- _Records_:
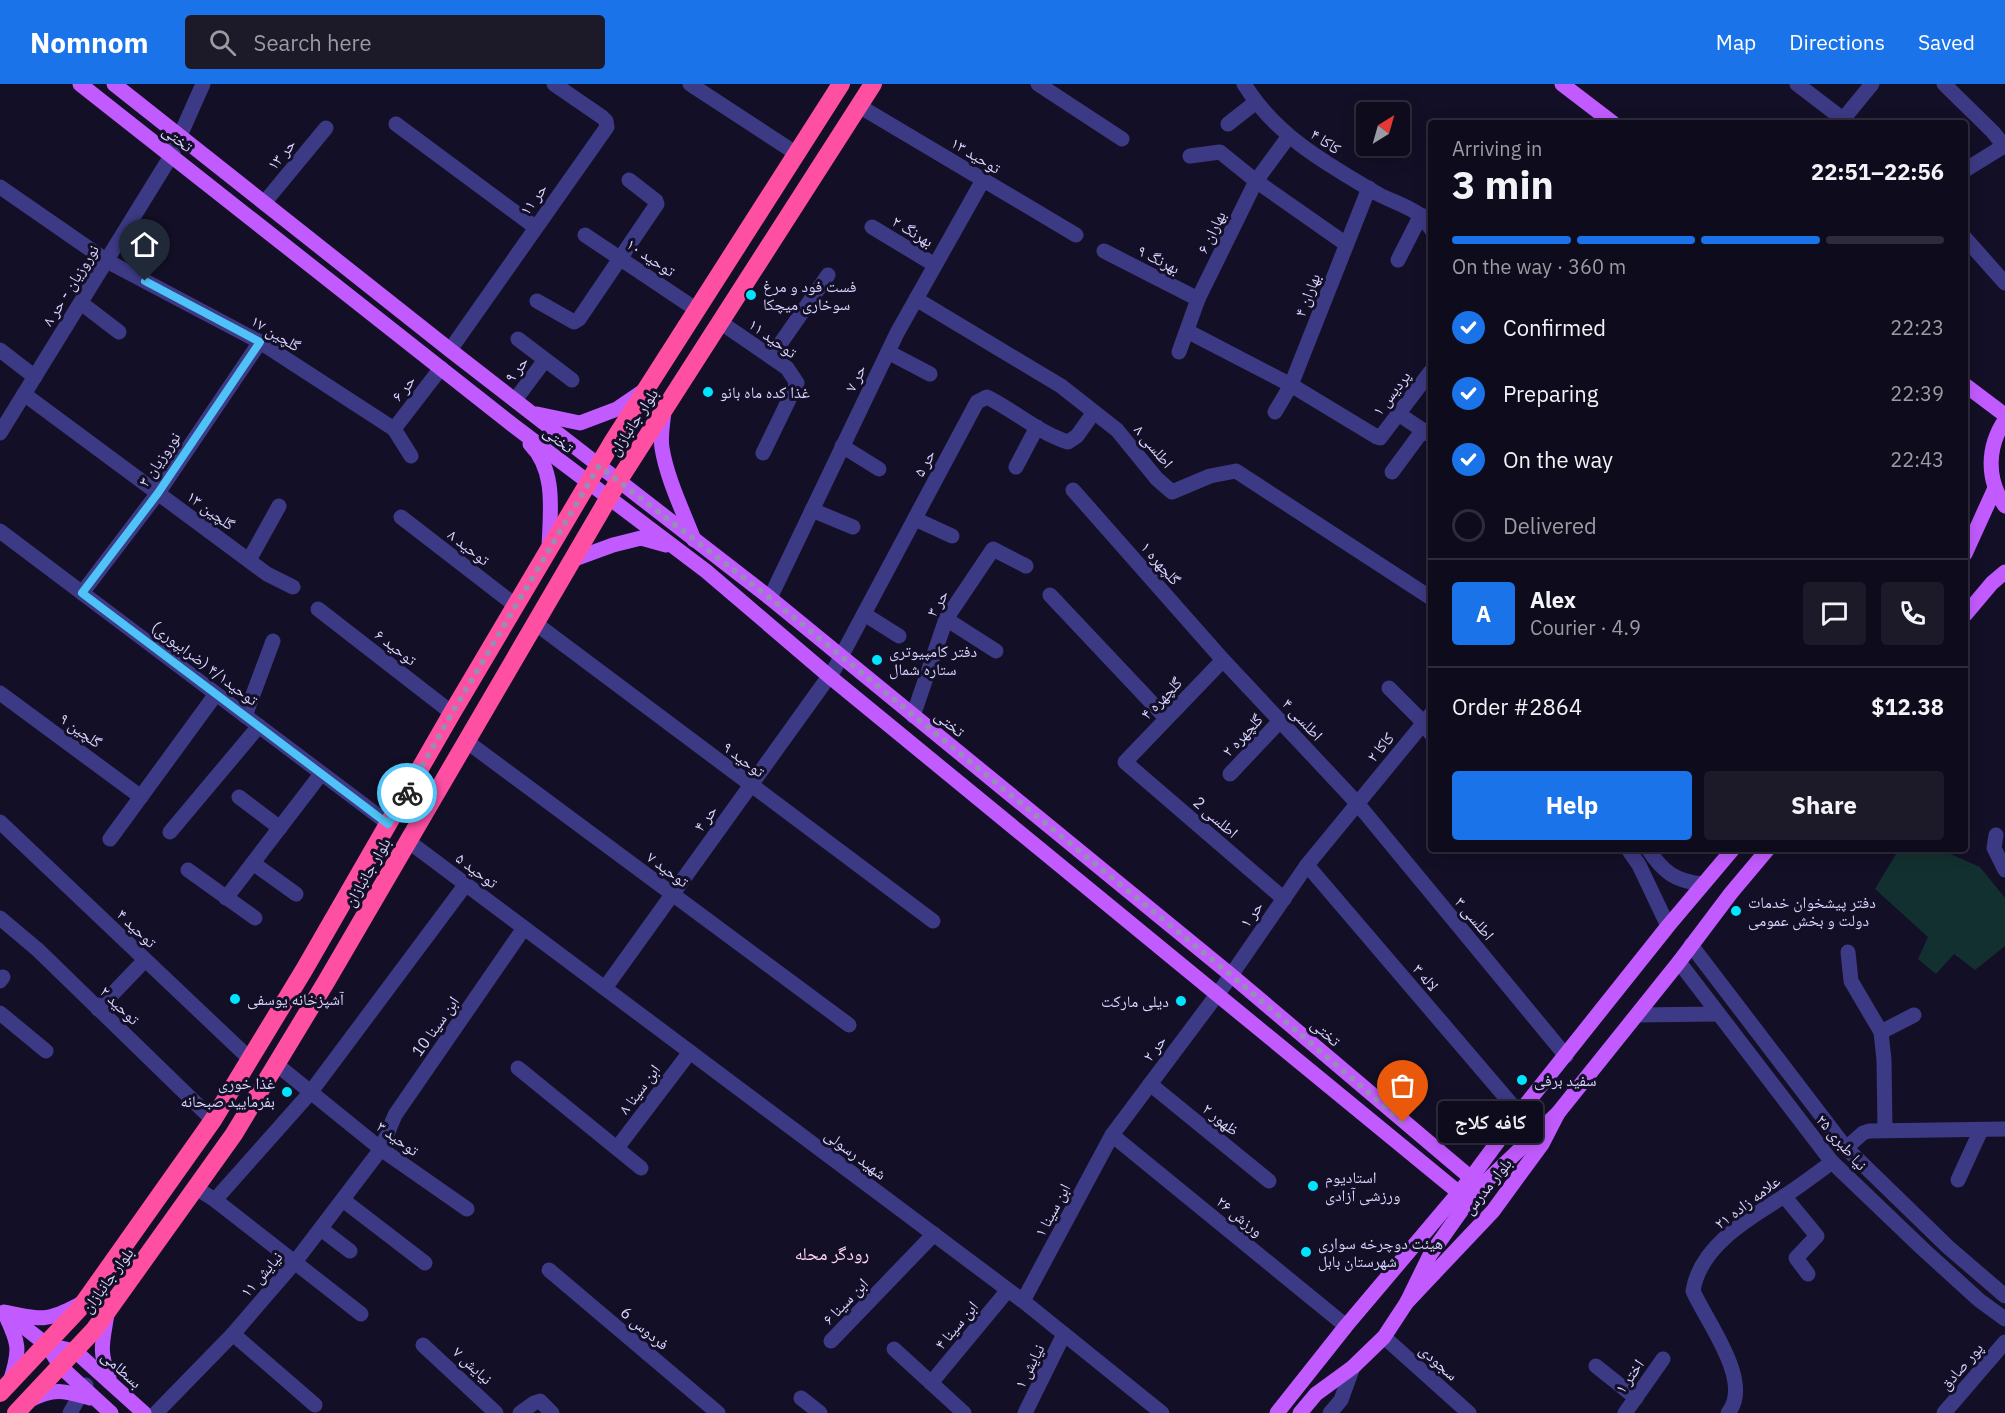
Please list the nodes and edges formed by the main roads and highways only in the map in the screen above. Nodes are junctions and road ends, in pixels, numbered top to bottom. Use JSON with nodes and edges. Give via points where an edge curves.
{"nodes":[{"id":1,"x":80,"y":84,"type":"edge"},
{"id":2,"x":114,"y":84,"type":"edge"},
{"id":3,"x":841,"y":84,"type":"edge"},
{"id":4,"x":873,"y":84,"type":"edge"},
{"id":5,"x":1562,"y":84,"type":"edge"},
{"id":6,"x":1609,"y":120,"type":"edge"},
{"id":7,"x":1968,"y":387,"type":"edge"},
{"id":8,"x":647,"y":389,"type":"junction"},
{"id":9,"x":664,"y":409,"type":"junction"},
{"id":10,"x":531,"y":413,"type":"junction"},
{"id":11,"x":2005,"y":415,"type":"edge"},
{"id":12,"x":2005,"y":420,"type":"edge"},
{"id":13,"x":514,"y":426,"type":"junction"},
{"id":14,"x":599,"y":466,"type":"junction"},
{"id":15,"x":619,"y":480,"type":"junction"},
{"id":16,"x":588,"y":484,"type":"junction"},
{"id":17,"x":1995,"y":488,"type":"junction"},
{"id":18,"x":608,"y":499,"type":"junction"},
{"id":19,"x":2005,"y":506,"type":"edge"},
{"id":20,"x":694,"y":540,"type":"junction"},
{"id":21,"x":1968,"y":547,"type":"edge"},
{"id":22,"x":549,"y":548,"type":"junction"},
{"id":23,"x":677,"y":548,"type":"junction"},
{"id":24,"x":572,"y":560,"type":"junction"},
{"id":25,"x":2005,"y":572,"type":"edge"},
{"id":26,"x":1968,"y":611,"type":"edge"},
{"id":27,"x":835,"y":667,"type":"junction"},
{"id":28,"x":1730,"y":852,"type":"edge"},
{"id":29,"x":1765,"y":852,"type":"edge"},
{"id":30,"x":1225,"y":984,"type":"junction"},
{"id":31,"x":1558,"y":1113,"type":"junction"},
{"id":32,"x":1468,"y":1188,"type":"junction"},
{"id":33,"x":85,"y":1302,"type":"junction"},
{"id":34,"x":1407,"y":1302,"type":"junction"},
{"id":35,"x":2,"y":1311,"type":"edge"},
{"id":36,"x":107,"y":1314,"type":"junction"},
{"id":37,"x":47,"y":1345,"type":"junction"},
{"id":38,"x":75,"y":1351,"type":"junction"},
{"id":39,"x":61,"y":1367,"type":"junction"},
{"id":40,"x":111,"y":1383,"type":"junction"},
{"id":41,"x":5,"y":1388,"type":"edge"},
{"id":42,"x":86,"y":1392,"type":"junction"},
{"id":43,"x":22,"y":1407,"type":"edge"},
{"id":44,"x":111,"y":1413,"type":"edge"},
{"id":45,"x":144,"y":1413,"type":"edge"},
{"id":46,"x":1276,"y":1413,"type":"edge"},
{"id":47,"x":1300,"y":1413,"type":"edge"}],
"edges":[{"from":1,"to":13,"type":"main road","name":"تختی"},
{"from":2,"to":10,"type":"main road","name":"تختی"},
{"from":3,"to":8,"type":"highway","name":"بلوار جانبازان"},
{"from":4,"to":9,"type":"highway","name":"بلوار جانبازان"},
{"from":5,"to":6,"type":"main road"},
{"from":7,"to":11,"type":"main road"},
{"from":8,"to":10,"type":"main road","via":[[617,409],[580,423]]},
{"from":8,"to":14,"type":"highway","name":"بلوار جانبازان"},
{"from":9,"to":15,"type":"highway","name":"بلوار جانبازان"},
{"from":9,"to":20,"type":"main road","via":[[662,448]]},
{"from":10,"to":14,"type":"main road","name":"تختی"},
{"from":12,"to":17,"type":"main road","via":[[1991,450]]},
{"from":13,"to":16,"type":"main road","name":"تختی"},
{"from":13,"to":22,"type":"main road","via":[[536,450],[550,480]]},
{"from":14,"to":15,"type":"main road","name":"تختی"},
{"from":14,"to":16,"type":"highway","name":"بلوار جانبازان"},
{"from":15,"to":18,"type":"highway","name":"بلوار جانبازان"},
{"from":15,"to":20,"type":"main road","name":"تختی"},
{"from":16,"to":18,"type":"main road","name":"تختی"},
{"from":16,"to":22,"type":"highway","name":"بلوار جانبازان"},
{"from":17,"to":19,"type":"main road"},
{"from":17,"to":21,"type":"main road"},
{"from":18,"to":23,"type":"main road","name":"تختی"},
{"from":18,"to":24,"type":"highway","name":"بلوار جانبازان"},
{"from":20,"to":27,"type":"main road","name":"تختی","via":[[770,598]]},
{"from":22,"to":33,"type":"highway","name":"بلوار جانبازان","via":[[213,1120]]},
{"from":23,"to":24,"type":"main road","via":[[641,538]]},
{"from":23,"to":27,"type":"main road","name":"تختی"},
{"from":24,"to":36,"type":"highway","name":"بلوار جانبازان","via":[[234,1134]]},
{"from":25,"to":26,"type":"main road"},
{"from":27,"to":30,"type":"main road","name":"تختی"},
{"from":27,"to":30,"type":"main road","name":"تختی","via":[[913,716]]},
{"from":28,"to":32,"type":"main road","name":"بلوار مدرس","via":[[1519,1113]]},
{"from":29,"to":31,"type":"main road","name":"بلوار مدرس"},
{"from":30,"to":32,"type":"main road","name":"تختی"},
{"from":30,"to":32,"type":"main road","name":"تختی"},
{"from":31,"to":32,"type":"main road"},
{"from":31,"to":34,"type":"main road","name":"بلوار مدرس","via":[[1515,1183]]},
{"from":32,"to":34,"type":"main road"},
{"from":32,"to":46,"type":"main road","name":"بلوار مدرس","via":[[1346,1326]]},
{"from":33,"to":35,"type":"main road","via":[[44,1319]]},
{"from":33,"to":37,"type":"highway","name":"بلوار جانبازان"},
{"from":34,"to":47,"type":"main road","name":"بلوار مدرس","via":[[1384,1337],[1353,1367],[1316,1394]]},
{"from":35,"to":37,"type":"main road"},
{"from":35,"to":41,"type":"main road","via":[[18,1347],[18,1359]]},
{"from":36,"to":38,"type":"highway","name":"بلوار جانبازان"},
{"from":36,"to":40,"type":"main road","via":[[101,1347]]},
{"from":37,"to":38,"type":"main road"},
{"from":37,"to":39,"type":"main road"},
{"from":37,"to":41,"type":"highway","name":"بلوار جانبازان"},
{"from":38,"to":39,"type":"highway","name":"بلوار جانبازان"},
{"from":38,"to":40,"type":"main road","name":"بسطامی"},
{"from":39,"to":42,"type":"main road"},
{"from":39,"to":43,"type":"highway","name":"بلوار جانبازان"},
{"from":40,"to":45,"type":"main road","name":"بسطامی"},
{"from":42,"to":43,"type":"main road","via":[[57,1390]]},
{"from":42,"to":44,"type":"main road"}]}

- _Problem_: The entries above are to be restated verbatim, with no pictures carried over.

- _Expected answer_:
Please list the nodes and edges formed by the main roads and highways only in the map in the screen above. Nodes are junctions and road ends, in pixels, numbered top to bottom. Use JSON with nodes and edges. Give via points where an edge curves.
{"nodes":[{"id":1,"x":80,"y":84,"type":"edge"},
{"id":2,"x":114,"y":84,"type":"edge"},
{"id":3,"x":841,"y":84,"type":"edge"},
{"id":4,"x":873,"y":84,"type":"edge"},
{"id":5,"x":1562,"y":84,"type":"edge"},
{"id":6,"x":1609,"y":120,"type":"edge"},
{"id":7,"x":1968,"y":387,"type":"edge"},
{"id":8,"x":647,"y":389,"type":"junction"},
{"id":9,"x":664,"y":409,"type":"junction"},
{"id":10,"x":531,"y":413,"type":"junction"},
{"id":11,"x":2005,"y":415,"type":"edge"},
{"id":12,"x":2005,"y":420,"type":"edge"},
{"id":13,"x":514,"y":426,"type":"junction"},
{"id":14,"x":599,"y":466,"type":"junction"},
{"id":15,"x":619,"y":480,"type":"junction"},
{"id":16,"x":588,"y":484,"type":"junction"},
{"id":17,"x":1995,"y":488,"type":"junction"},
{"id":18,"x":608,"y":499,"type":"junction"},
{"id":19,"x":2005,"y":506,"type":"edge"},
{"id":20,"x":694,"y":540,"type":"junction"},
{"id":21,"x":1968,"y":547,"type":"edge"},
{"id":22,"x":549,"y":548,"type":"junction"},
{"id":23,"x":677,"y":548,"type":"junction"},
{"id":24,"x":572,"y":560,"type":"junction"},
{"id":25,"x":2005,"y":572,"type":"edge"},
{"id":26,"x":1968,"y":611,"type":"edge"},
{"id":27,"x":835,"y":667,"type":"junction"},
{"id":28,"x":1730,"y":852,"type":"edge"},
{"id":29,"x":1765,"y":852,"type":"edge"},
{"id":30,"x":1225,"y":984,"type":"junction"},
{"id":31,"x":1558,"y":1113,"type":"junction"},
{"id":32,"x":1468,"y":1188,"type":"junction"},
{"id":33,"x":85,"y":1302,"type":"junction"},
{"id":34,"x":1407,"y":1302,"type":"junction"},
{"id":35,"x":2,"y":1311,"type":"edge"},
{"id":36,"x":107,"y":1314,"type":"junction"},
{"id":37,"x":47,"y":1345,"type":"junction"},
{"id":38,"x":75,"y":1351,"type":"junction"},
{"id":39,"x":61,"y":1367,"type":"junction"},
{"id":40,"x":111,"y":1383,"type":"junction"},
{"id":41,"x":5,"y":1388,"type":"edge"},
{"id":42,"x":86,"y":1392,"type":"junction"},
{"id":43,"x":22,"y":1407,"type":"edge"},
{"id":44,"x":111,"y":1413,"type":"edge"},
{"id":45,"x":144,"y":1413,"type":"edge"},
{"id":46,"x":1276,"y":1413,"type":"edge"},
{"id":47,"x":1300,"y":1413,"type":"edge"}],
"edges":[{"from":1,"to":13,"type":"main road","name":"تختی"},
{"from":2,"to":10,"type":"main road","name":"تختی"},
{"from":3,"to":8,"type":"highway","name":"بلوار جانبازان"},
{"from":4,"to":9,"type":"highway","name":"بلوار جانبازان"},
{"from":5,"to":6,"type":"main road"},
{"from":7,"to":11,"type":"main road"},
{"from":8,"to":10,"type":"main road","via":[[617,409],[580,423]]},
{"from":8,"to":14,"type":"highway","name":"بلوار جانبازان"},
{"from":9,"to":15,"type":"highway","name":"بلوار جانبازان"},
{"from":9,"to":20,"type":"main road","via":[[662,448]]},
{"from":10,"to":14,"type":"main road","name":"تختی"},
{"from":12,"to":17,"type":"main road","via":[[1991,450]]},
{"from":13,"to":16,"type":"main road","name":"تختی"},
{"from":13,"to":22,"type":"main road","via":[[536,450],[550,480]]},
{"from":14,"to":15,"type":"main road","name":"تختی"},
{"from":14,"to":16,"type":"highway","name":"بلوار جانبازان"},
{"from":15,"to":18,"type":"highway","name":"بلوار جانبازان"},
{"from":15,"to":20,"type":"main road","name":"تختی"},
{"from":16,"to":18,"type":"main road","name":"تختی"},
{"from":16,"to":22,"type":"highway","name":"بلوار جانبازان"},
{"from":17,"to":19,"type":"main road"},
{"from":17,"to":21,"type":"main road"},
{"from":18,"to":23,"type":"main road","name":"تختی"},
{"from":18,"to":24,"type":"highway","name":"بلوار جانبازان"},
{"from":20,"to":27,"type":"main road","name":"تختی","via":[[770,598]]},
{"from":22,"to":33,"type":"highway","name":"بلوار جانبازان","via":[[213,1120]]},
{"from":23,"to":24,"type":"main road","via":[[641,538]]},
{"from":23,"to":27,"type":"main road","name":"تختی"},
{"from":24,"to":36,"type":"highway","name":"بلوار جانبازان","via":[[234,1134]]},
{"from":25,"to":26,"type":"main road"},
{"from":27,"to":30,"type":"main road","name":"تختی"},
{"from":27,"to":30,"type":"main road","name":"تختی","via":[[913,716]]},
{"from":28,"to":32,"type":"main road","name":"بلوار مدرس","via":[[1519,1113]]},
{"from":29,"to":31,"type":"main road","name":"بلوار مدرس"},
{"from":30,"to":32,"type":"main road","name":"تختی"},
{"from":30,"to":32,"type":"main road","name":"تختی"},
{"from":31,"to":32,"type":"main road"},
{"from":31,"to":34,"type":"main road","name":"بلوار مدرس","via":[[1515,1183]]},
{"from":32,"to":34,"type":"main road"},
{"from":32,"to":46,"type":"main road","name":"بلوار مدرس","via":[[1346,1326]]},
{"from":33,"to":35,"type":"main road","via":[[44,1319]]},
{"from":33,"to":37,"type":"highway","name":"بلوار جانبازان"},
{"from":34,"to":47,"type":"main road","name":"بلوار مدرس","via":[[1384,1337],[1353,1367],[1316,1394]]},
{"from":35,"to":37,"type":"main road"},
{"from":35,"to":41,"type":"main road","via":[[18,1347],[18,1359]]},
{"from":36,"to":38,"type":"highway","name":"بلوار جانبازان"},
{"from":36,"to":40,"type":"main road","via":[[101,1347]]},
{"from":37,"to":38,"type":"main road"},
{"from":37,"to":39,"type":"main road"},
{"from":37,"to":41,"type":"highway","name":"بلوار جانبازان"},
{"from":38,"to":39,"type":"highway","name":"بلوار جانبازان"},
{"from":38,"to":40,"type":"main road","name":"بسطامی"},
{"from":39,"to":42,"type":"main road"},
{"from":39,"to":43,"type":"highway","name":"بلوار جانبازان"},
{"from":40,"to":45,"type":"main road","name":"بسطامی"},
{"from":42,"to":43,"type":"main road","via":[[57,1390]]},
{"from":42,"to":44,"type":"main road"}]}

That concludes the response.